Conditions in many prisons were poor and sometimes life threatening, mainly due to overcrowding. Abuse by prison guards continued, and poor working conditions and low pay for prison guards encouraged corruption.
Physical Conditions: Endemic overcrowding was a problem. According to the National Council of the Public Ministry, in August the overall occupation rate was 175 percent of capacity. The northern region had the worst situation, with three times more prisoners than designed capacity.
Reports of abuse by prison guards continued. Multiple reports filed with the Sao Paulo Public Defender’s Office, the National Penitentiary Department, and members of the National Council of Justice detailed abuse at the Unidade Prisional de Avare I, in the state of Sao Paulo, including suffocation with bags filled with urine and feces. Another prisoner claimed prison guards at the Complexo Medico-Penal prison in the state of Parana slammed his head against the wall and punched and kicked him.
Prisoners convicted of petty crimes frequently were held with murderers and other violent criminals. Authorities attempted to hold pretrial detainees separately from convicted prisoners, but lack of space often required placing convicted criminals in pretrial detention facilities. In many prisons, including those in the Federal District, officials attempted to separate violent offenders from other inmates and keep convicted drug traffickers in a wing apart from the rest of the prison population. Multiple sources reported adolescents were held with adults in poor and crowded conditions. In many juvenile detention centers, the number of inmates greatly exceeded capacity.
The National Council of Justice found that, as of the end of 2017, there were 373 pregnant and 249 breastfeeding inmates in the prison system. In February the Supreme Court ruled that women who are pregnant or have children age 12 months and younger have the right to wait for the start of their trials under house arrest as opposed to preventive detention.
Prisons suffered from insufficient staffing and lack of control over the prison population. Violence was rampant in several prison facilities in the Northeast. In addition to overcrowding, poor administration of the prison system, the presence of gangs, and corruption contributed to violence within the penitentiary system. Media reports indicated most leaders of major criminal gangs were incarcerated and were controlling their expanding transnational criminal enterprises from inside prisons.
Multiple prison riots throughout the year led to the deaths of inmates, including a January riot in Ceara State in which 10 prisoners were killed and a September riot in Para State in which seven prisoners were killed. In February inmates at a prison in Japeri, a metropolitan area of the city of Rio de Janeiro, took prison guards hostage during a riot following a failed escape attempt. Three persons were wounded in the disturbances. Approximately 2,000 inmates were held in the Japeri facility, built for fewer than 900.

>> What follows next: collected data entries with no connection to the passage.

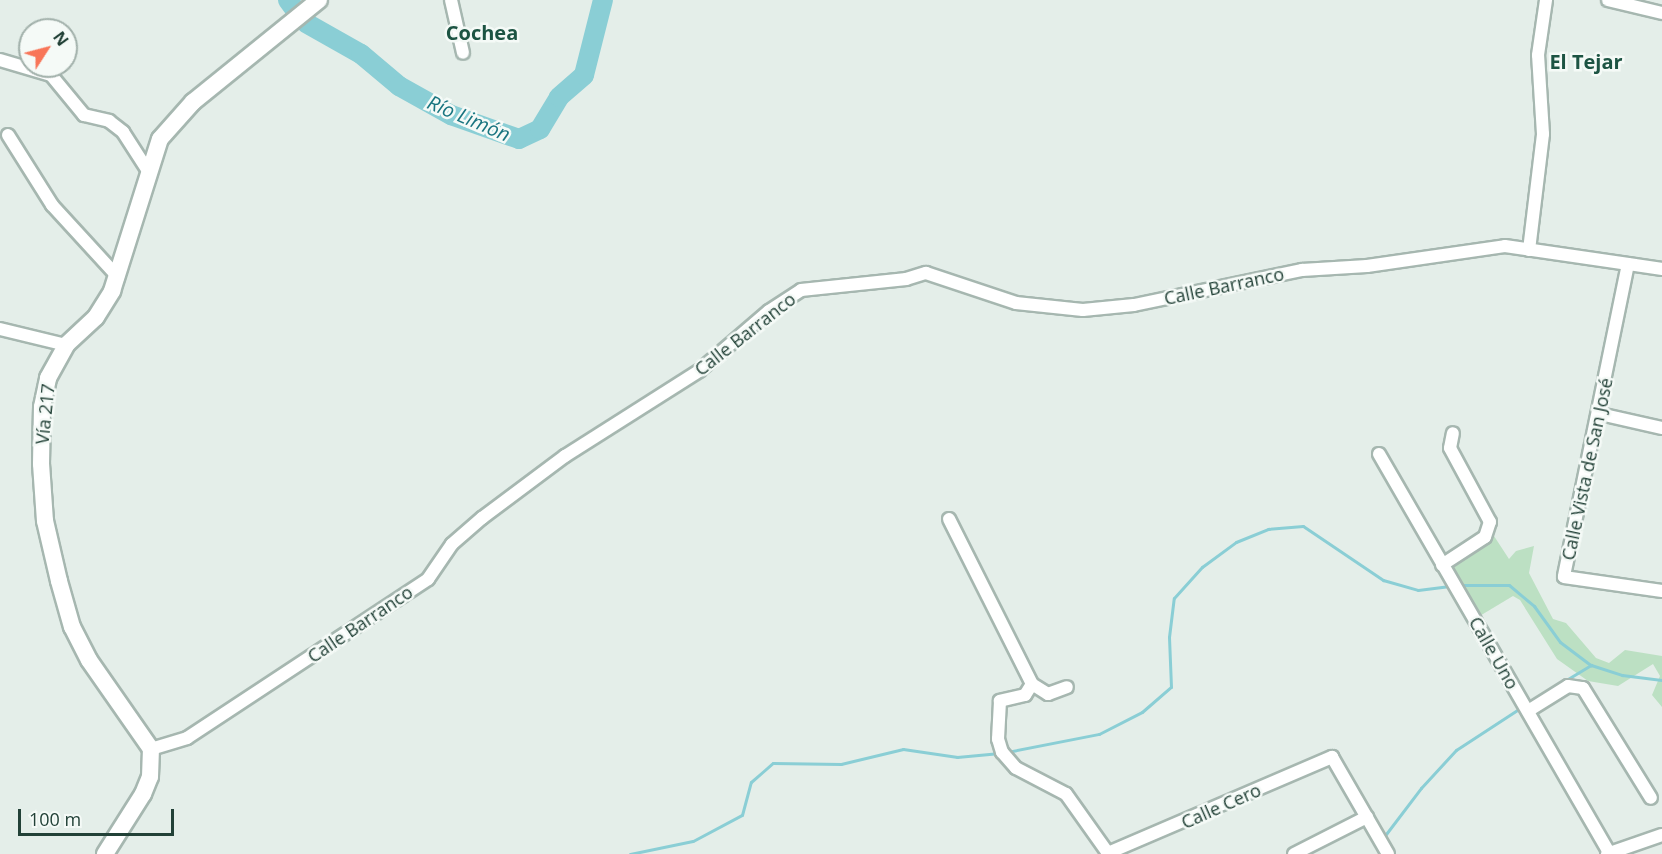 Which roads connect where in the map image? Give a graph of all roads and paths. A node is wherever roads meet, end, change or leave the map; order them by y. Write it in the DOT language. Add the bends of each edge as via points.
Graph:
graph roads {
  1 [pos="319,0"];
  2 [pos="451,0"];
  3 [pos="1546,0"];
  4 [pos="1608,0"];
  5 [pos="1662,13"];
  6 [pos="463,53"];
  7 [pos="0,60"];
  8 [pos="8,135"];
  9 [pos="150,174"];
  10 [pos="1529,250"];
  11 [pos="1628,264"];
  12 [pos="1662,270"];
  13 [pos="118,277"];
  14 [pos="0,329"];
  15 [pos="66,345"];
  16 [pos="1600,414"];
  17 [pos="1662,428"];
  18 [pos="1453,434"];
  19 [pos="1379,454"];
  20 [pos="949,519"];
  21 [pos="1442,565"];
  22 [pos="1662,591"];
  23 [pos="1032,684"];
  24 [pos="1067,687"];
  25 [pos="1528,711"];
  26 [pos="151,749"];
  27 [pos="1651,798"];
  28 [pos="1367,817"];
  29 [pos="1662,835"];
  30 [pos="1608,853"];
  31 [pos="105,854"];
  32 [pos="1108,854"];
  33 [pos="1294,854"];
  34 [pos="1388,854"];
  1 -- 9 [label="main road, Vía 217" via="174,121 160,139"];
  2 -- 6 [label="street"];
  3 -- 10 [label="street" via="1538,55 1543,134"];
  4 -- 5 [label="street"];
  7 -- 9 [label="street" via="51,75 84,115 109,121 123,132"];
  8 -- 13 [label="street" via="52,205"];
  9 -- 13 [label="main road, Vía 217"];
  10 -- 11 [label="street, Calle Barranco"];
  10 -- 26 [label="street, Calle Barranco" via="1479,248 1367,266 1302,270 1134,304 1083,310 1016,303 927,273 906,279 801,290 769,311 699,371 538,475 452,544 428,579 186,738"];
  11 -- 12 [label="street, Calle Barranco"];
  11 -- 16 [label="street, Calle Vista de San José"];
  13 -- 15 [label="main road, Vía 217" via="96,317"];
  14 -- 15 [label="street"];
  15 -- 26 [label="main road, Vía 217" via="48,378 42,407 45,521 72,627 89,660"];
  16 -- 17 [label="street"];
  16 -- 22 [label="street, Calle Vista de San José" via="1564,577"];
  18 -- 21 [label="street" via="1450,448 1490,522 1485,537"];
  19 -- 21 [label="street, Calle Uno"];
  20 -- 23 [label="street"];
  21 -- 25 [label="street, Calle Uno"];
  23 -- 24 [label="street" via="1048,694"];
  23 -- 32 [label="street" via="1025,695 1000,701 998,739 1002,752 1016,768 1066,794"];
  25 -- 27 [label="street" via="1568,686 1583,688"];
  25 -- 30 [label="street, Calle Uno"];
  26 -- 31 [label="main road" via="150,777 143,794"];
  28 -- 32 [label="street, Calle Cero" via="1332,757"];
  28 -- 33 [label="street"];
  28 -- 34 [label="street"];
  29 -- 30 [label="street"];
}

General prison conditions were poor. There was a lack of potable water for drinking and bathing, inadequate nutrition, rat and cockroach infestations, damp and dark cells, and beatings of inmates. According to the Ministry of Health, prisoners were 28 times more likely to contract tuberculosis, compared to the general public. In November the Organization of American States’s Inter-American Commission on Human Rights visited prisons in the states of Maranhao, Roraima, and Rio de Janeiro, declaring the Jorge Santana Prison in Rio de Janeiro as one of the worst prisons commission members had seen and denouncing the Monte Cristo Agricultural Penitentiary Center in Roraima for subjecting prisoners to serious diseases and without the minimum right to food.

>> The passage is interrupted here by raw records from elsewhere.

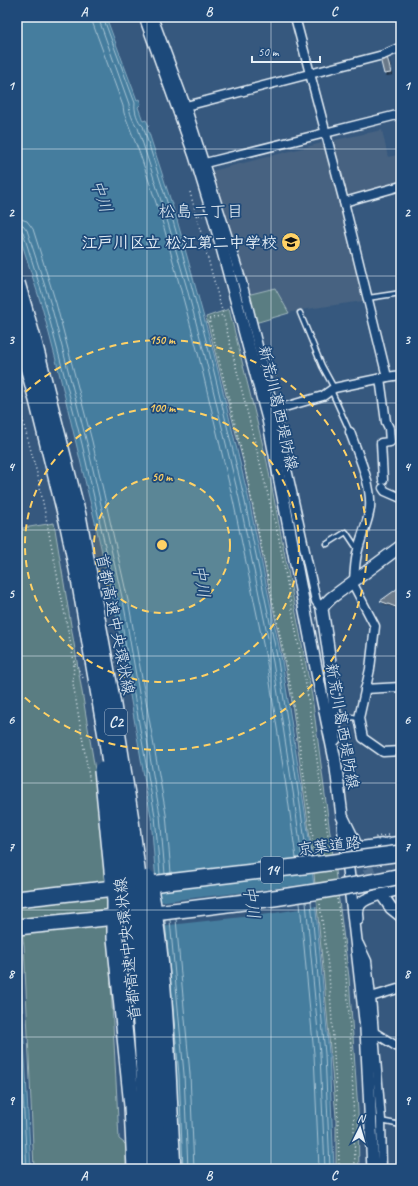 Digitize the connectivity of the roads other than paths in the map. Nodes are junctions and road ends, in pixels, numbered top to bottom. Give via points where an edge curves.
1 (295, 17) edge
2 (153, 18) edge
3 (401, 47) edge
4 (311, 75) junction
5 (186, 106) junction
6 (401, 114) edge
7 (326, 132) junction
8 (205, 163) junction
9 (401, 186) edge
10 (344, 202) junction
11 (218, 217) junction
12 (17, 283) edge
13 (401, 294) edge
14 (368, 298) junction
15 (300, 313) dead end
16 (17, 327) edge
17 (401, 375) edge
18 (383, 377) junction
19 (333, 389) junction
20 (274, 410) junction
21 (350, 432) joint
22 (401, 498) edge
23 (327, 544) dead end
24 (401, 546) edge
25 (358, 550) junction
26 (353, 581) junction
27 (322, 610) junction
28 (401, 687) edge
29 (365, 689) junction
30 (99, 692) junction
31 (336, 715) junction
32 (360, 718) junction
33 (401, 751) edge
34 (335, 760) junction
35 (342, 816) junction
36 (131, 820) junction
37 (398, 847) edge
38 (401, 876) edge
39 (142, 885) dead end
40 (124, 887) dead end
41 (401, 889) edge
42 (380, 893) junction
43 (17, 899) edge
44 (146, 914) dead end
45 (128, 915) dead end
46 (401, 916) edge
47 (17, 927) edge
48 (358, 949) junction
49 (401, 988) edge
50 (371, 997) junction
51 (375, 1033) junction
52 (401, 1049) edge
53 (381, 1120) junction
54 (401, 1125) edge
55 (135, 1169) edge
56 (149, 1169) edge
57 (160, 1169) edge
58 (173, 1169) edge
59 (373, 1169) edge
60 (382, 1169) edge

1 - 4 street
2 - 5 street
2 - 11 main road, 新荒川葛西堤防線 via 185,128
3 - 4 street via 383,55
4 - 5 street
4 - 7 street
5 - 8 street
6 - 7 street
7 - 8 street
7 - 10 street
8 - 11 street
9 - 10 street
10 - 14 street
11 - 20 street via 242,282
11 - 34 main road, 新荒川葛西堤防線 via 268,419
12 - 36 highway, 首都高速中央環状線 / C2, bridge via 78,515
13 - 14 lane
14 - 18 street
15 - 19 lane
16 - 30 highway, 首都高速中央環状線 / C2, bridge via 67,521
17 - 18 street
18 - 19 street
18 - 22 street via 390,442 381,443 383,484 385,491
19 - 20 street via 323,396
19 - 21 lane
20 - 27 street via 316,601
21 - 25 street via 370,496
23 - 25 lane via 346,532
24 - 26 main road
25 - 26 street
26 - 27 main road via 331,598
26 - 29 street via 375,626
27 - 31 main road via 333,677
28 - 29 street
29 - 32 street
30 - 55 highway, bridge via 98,739 115,901 115,938 132,1106
30 - 56 highway, 首都高速中央環状線 / C2, bridge via 135,945
31 - 32 lane
31 - 34 main road
32 - 33 street via 363,738 383,752
34 - 35 main road, 新荒川葛西堤防線
35 - 37 main road, 新荒川葛西堤防線 via 358,849
35 - 48 main road, 新荒川葛西堤防線
36 - 57 highway, 首都高速中央環状線 / C2, bridge via 153,1027
36 - 58 highway, bridge via 142,850 152,898 159,954
37 - 39 highway, 京葉道路 / 14, bridge
38 - 44 highway, 14, bridge via 298,895
40 - 43 highway, bridge
41 - 42 main road, 新荒川葛西堤防線
42 - 46 main road
42 - 48 main road, 新荒川葛西堤防線 via 362,902 358,909
45 - 47 highway, bridge
48 - 50 street via 367,961
48 - 59 main road, 新荒川葛西堤防線 via 366,1029
49 - 50 street
50 - 51 street
51 - 52 street
51 - 53 street
53 - 54 lane
53 - 60 street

Administration: State-level ombudsman offices and the federal Secretariat of Human Rights monitored prison and detention center conditions and conducted proper investigations of credible allegations of mistreatment. Prisoners and detainees had access to visitors; however, human rights observers reported some visitors complained of screening procedures that at times included invasive and unsanitary physical exams.
Independent Monitoring: The government permitted monitoring by independent nongovernmental observers.

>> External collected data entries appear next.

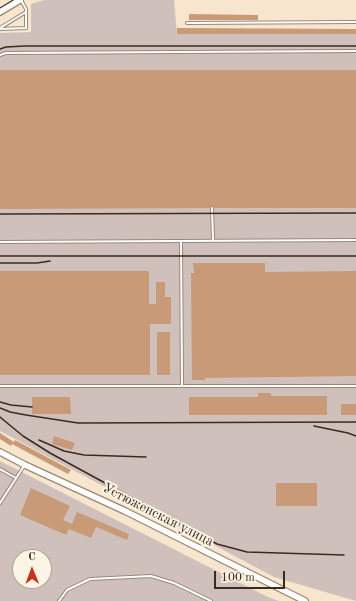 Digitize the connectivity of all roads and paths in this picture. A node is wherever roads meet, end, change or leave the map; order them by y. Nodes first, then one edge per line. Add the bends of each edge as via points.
1 (21, 0) edge
2 (0, 12) edge
3 (26, 12) junction
4 (356, 22) edge
5 (187, 23) dead end
6 (0, 28) edge
7 (356, 51) edge
8 (0, 55) edge
9 (212, 208) dead end
10 (213, 240) junction
11 (356, 240) edge
12 (181, 241) junction
13 (0, 242) edge
14 (0, 386) edge
15 (182, 386) junction
16 (356, 386) edge
17 (0, 452) edge
18 (24, 465) junction
19 (0, 469) edge
20 (16, 478) junction
21 (0, 503) edge
22 (59, 601) edge
23 (211, 601) edge
24 (305, 601) edge

1 - 2 main road
1 - 3 lane
3 - 6 lane
3 - 6 lane via 26,28
4 - 5 lane
7 - 8 lane
9 - 10 lane
10 - 11 lane
10 - 12 lane
12 - 13 lane
12 - 15 lane
14 - 15 lane
15 - 16 lane
17 - 18 main road, Устюженская улица
18 - 20 lane
18 - 24 main road, Устюженская улица via 125,510
19 - 20 lane
20 - 21 lane
22 - 23 lane via 68,590 90,579 151,576 174,583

Improvements: In May the National Council of Justice launched the National Registry of Prisoners, designed to contain basic data about all prisoners in the penitentiary system, including prisoner biographic data, the reason for the detention, the location of the prisoner, and the court order under which the prisoner was incarcerated.
In June the Pernambuco state government transferred the first inmates to Unit I of the newly constructed Itaquitinga Prison.